5.29.2009

slave?

So last weekend I did work weekend up at TWL and the speaker in club said something that I found interesting I guess. Made me think at least. They were talking about how we as people fill ourselves with "things" / define ourselves by them - things like friends, family, body image (exercise or eating right), image (how you want others to see you), good grades, a job, living the "perfect" life, a ministry you do, or even your relationship with/ knowledge of God. Striving basically. There was more, but those give a good display. Basically none of these things are actually bad things to do, they are all things the world/ those around you might even suggest you do. These could even be things we are told to do when we are struggling through life. They made the quote though, "its when a good thing becomes your everything. then you are a slave". This really caught my attention. Yes its simple, but I felt like it just caught me.

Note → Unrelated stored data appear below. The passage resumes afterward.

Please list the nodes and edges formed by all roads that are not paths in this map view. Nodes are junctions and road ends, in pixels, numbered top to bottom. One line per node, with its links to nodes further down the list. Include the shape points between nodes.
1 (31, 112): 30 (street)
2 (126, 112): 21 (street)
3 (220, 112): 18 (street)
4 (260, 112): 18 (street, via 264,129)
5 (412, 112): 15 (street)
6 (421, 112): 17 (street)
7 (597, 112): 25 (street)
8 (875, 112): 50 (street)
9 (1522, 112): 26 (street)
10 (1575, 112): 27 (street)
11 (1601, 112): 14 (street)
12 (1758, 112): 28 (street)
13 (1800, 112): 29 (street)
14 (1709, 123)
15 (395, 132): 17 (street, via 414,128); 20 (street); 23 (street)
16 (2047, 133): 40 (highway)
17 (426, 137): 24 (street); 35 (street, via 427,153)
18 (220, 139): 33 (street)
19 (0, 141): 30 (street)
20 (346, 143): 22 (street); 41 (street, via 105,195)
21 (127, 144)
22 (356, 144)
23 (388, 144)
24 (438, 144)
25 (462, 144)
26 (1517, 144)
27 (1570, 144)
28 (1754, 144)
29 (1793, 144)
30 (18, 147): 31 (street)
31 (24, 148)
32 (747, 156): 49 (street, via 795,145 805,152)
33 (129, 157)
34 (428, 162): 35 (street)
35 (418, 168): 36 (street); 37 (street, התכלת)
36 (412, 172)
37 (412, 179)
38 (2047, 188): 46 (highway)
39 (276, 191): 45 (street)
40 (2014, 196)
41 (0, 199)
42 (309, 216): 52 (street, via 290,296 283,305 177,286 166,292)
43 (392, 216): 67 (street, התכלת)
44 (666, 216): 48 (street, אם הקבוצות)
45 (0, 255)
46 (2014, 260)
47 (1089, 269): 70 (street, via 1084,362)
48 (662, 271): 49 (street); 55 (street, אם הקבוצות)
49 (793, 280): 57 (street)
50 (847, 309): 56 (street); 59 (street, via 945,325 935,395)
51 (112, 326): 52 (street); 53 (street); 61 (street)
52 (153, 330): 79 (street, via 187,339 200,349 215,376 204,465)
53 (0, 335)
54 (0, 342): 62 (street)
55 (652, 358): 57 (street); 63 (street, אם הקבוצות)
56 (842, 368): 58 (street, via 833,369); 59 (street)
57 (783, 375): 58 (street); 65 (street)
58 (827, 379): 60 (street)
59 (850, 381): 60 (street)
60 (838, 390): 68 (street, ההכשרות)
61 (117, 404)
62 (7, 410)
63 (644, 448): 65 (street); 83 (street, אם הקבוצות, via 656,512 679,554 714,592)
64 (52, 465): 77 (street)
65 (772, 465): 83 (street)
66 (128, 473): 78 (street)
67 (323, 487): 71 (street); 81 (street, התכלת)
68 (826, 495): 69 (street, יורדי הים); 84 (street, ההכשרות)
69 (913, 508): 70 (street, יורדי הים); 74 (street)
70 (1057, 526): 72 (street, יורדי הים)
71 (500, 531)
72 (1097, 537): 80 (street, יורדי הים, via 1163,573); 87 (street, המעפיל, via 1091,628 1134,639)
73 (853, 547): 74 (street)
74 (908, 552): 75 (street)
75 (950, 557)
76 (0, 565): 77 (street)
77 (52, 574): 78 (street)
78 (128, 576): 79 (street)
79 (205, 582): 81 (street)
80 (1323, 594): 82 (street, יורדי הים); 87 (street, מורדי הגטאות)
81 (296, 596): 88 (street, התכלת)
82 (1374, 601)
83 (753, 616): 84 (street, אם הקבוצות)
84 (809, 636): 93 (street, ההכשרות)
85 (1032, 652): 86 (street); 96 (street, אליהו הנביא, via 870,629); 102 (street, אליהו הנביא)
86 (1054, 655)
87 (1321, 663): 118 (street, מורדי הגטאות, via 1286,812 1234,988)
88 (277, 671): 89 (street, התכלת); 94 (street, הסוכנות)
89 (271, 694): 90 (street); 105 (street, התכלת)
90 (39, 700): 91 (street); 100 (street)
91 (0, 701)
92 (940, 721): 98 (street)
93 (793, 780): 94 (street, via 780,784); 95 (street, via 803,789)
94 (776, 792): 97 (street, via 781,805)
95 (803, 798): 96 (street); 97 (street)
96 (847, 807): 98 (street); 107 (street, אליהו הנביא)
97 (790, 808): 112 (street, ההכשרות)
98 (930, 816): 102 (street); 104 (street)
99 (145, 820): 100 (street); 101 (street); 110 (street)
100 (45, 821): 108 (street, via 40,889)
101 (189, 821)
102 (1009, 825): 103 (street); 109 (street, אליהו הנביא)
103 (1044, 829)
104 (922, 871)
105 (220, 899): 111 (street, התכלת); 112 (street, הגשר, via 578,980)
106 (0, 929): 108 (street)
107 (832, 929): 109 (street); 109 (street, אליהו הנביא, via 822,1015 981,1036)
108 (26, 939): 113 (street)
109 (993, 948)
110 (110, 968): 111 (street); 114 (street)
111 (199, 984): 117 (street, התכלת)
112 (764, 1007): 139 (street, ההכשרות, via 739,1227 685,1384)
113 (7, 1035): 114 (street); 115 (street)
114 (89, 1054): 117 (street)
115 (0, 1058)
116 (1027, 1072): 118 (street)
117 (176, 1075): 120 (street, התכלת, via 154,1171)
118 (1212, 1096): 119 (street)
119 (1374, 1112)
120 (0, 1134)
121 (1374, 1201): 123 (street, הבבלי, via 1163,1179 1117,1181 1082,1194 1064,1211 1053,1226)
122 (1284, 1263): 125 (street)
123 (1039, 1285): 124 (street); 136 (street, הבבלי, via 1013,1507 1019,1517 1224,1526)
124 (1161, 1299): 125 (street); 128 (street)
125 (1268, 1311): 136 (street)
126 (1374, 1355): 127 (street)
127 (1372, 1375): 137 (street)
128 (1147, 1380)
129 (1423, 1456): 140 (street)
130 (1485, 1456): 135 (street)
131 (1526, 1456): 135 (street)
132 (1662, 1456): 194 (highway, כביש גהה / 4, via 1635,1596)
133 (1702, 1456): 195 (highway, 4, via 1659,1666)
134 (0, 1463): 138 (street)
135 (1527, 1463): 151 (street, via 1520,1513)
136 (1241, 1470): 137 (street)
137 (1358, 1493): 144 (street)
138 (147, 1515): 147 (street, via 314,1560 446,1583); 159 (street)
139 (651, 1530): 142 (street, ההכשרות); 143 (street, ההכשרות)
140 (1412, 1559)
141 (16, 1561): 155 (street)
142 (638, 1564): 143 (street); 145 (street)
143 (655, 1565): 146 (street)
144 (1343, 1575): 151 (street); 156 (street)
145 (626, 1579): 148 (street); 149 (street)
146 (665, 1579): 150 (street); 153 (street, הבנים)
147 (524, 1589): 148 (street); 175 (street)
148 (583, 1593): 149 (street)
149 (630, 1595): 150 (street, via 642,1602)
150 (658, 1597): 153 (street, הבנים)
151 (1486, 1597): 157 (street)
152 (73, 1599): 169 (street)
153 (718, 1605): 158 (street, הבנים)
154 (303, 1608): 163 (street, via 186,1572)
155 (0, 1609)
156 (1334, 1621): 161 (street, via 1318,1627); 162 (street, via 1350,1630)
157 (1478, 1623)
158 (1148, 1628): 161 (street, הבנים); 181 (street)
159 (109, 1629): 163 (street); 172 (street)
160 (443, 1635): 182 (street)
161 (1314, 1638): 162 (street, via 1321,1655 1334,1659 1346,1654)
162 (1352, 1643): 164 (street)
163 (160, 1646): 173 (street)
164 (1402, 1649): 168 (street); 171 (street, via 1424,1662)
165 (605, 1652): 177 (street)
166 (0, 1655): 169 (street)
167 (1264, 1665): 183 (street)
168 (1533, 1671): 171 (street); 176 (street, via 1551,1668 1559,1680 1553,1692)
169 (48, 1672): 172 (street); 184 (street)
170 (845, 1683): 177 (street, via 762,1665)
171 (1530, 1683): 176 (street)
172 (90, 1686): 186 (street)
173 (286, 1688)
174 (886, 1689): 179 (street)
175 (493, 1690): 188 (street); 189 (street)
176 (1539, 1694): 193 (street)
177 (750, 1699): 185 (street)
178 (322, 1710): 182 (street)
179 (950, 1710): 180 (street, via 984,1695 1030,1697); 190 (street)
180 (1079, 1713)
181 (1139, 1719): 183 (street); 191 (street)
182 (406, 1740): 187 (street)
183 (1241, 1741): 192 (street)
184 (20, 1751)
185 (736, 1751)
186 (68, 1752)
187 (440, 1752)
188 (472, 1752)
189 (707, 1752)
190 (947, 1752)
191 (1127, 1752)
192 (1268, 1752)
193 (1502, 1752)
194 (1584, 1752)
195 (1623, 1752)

Its not about what you do its the motives behind it, its the amount you do it. Why? why am I doing what I'm doing, for whose glory.. and to what purpose.  humm,  if this is off base than doing the right thing can become wrong. I know it sounds simple and of course I've heard it before even thought about it, but I liked the way they said it. 
See I've found in my life that good things can easily become everything. Its hard for them not to sometimes. At points it was an image - athletic or a need to be fit. Or it was friends/ being known for being a quality friend. having things put together in my life. being a good student. and eventually.. well YL honestly. especially the more I had to step up and the more it consumed my life. it started to become everything. I kept telling myself it was ok cause it was a good thing.. so I guess when they said that this weekend I was like "yeah... it can't be everything Colleen.. you can't be everything" that's why it was the way it was towards the end.    what good is it anyways. if I do all I can yet miss out and lack the one thing I really need - God.  
There is no one that wants to be a slave and yet people daily enslave themselves. Why? who knows. we think its good - and don't know when to much of a good thing is becoming bad I guess. So I've been thinking about this a lot. About good things, about grace and the free gift I don't need to work for. About how to do good things and keep them just that. Good things. Its a lesson I have learned over and over in many areas, but I'm still open to learning more and thinking more about it. so that's what I'm doing I guess. 

1 comment:

Ryan + Rachel said...

Good thoughts Col. It's cool though, that how when we are a "slave to Christ" then we are really and truly free. And for the Glory of God the Father. I've actually been learning a lot about why we do things (or more, who we do things for) this summer. Good stuff. Love you friend.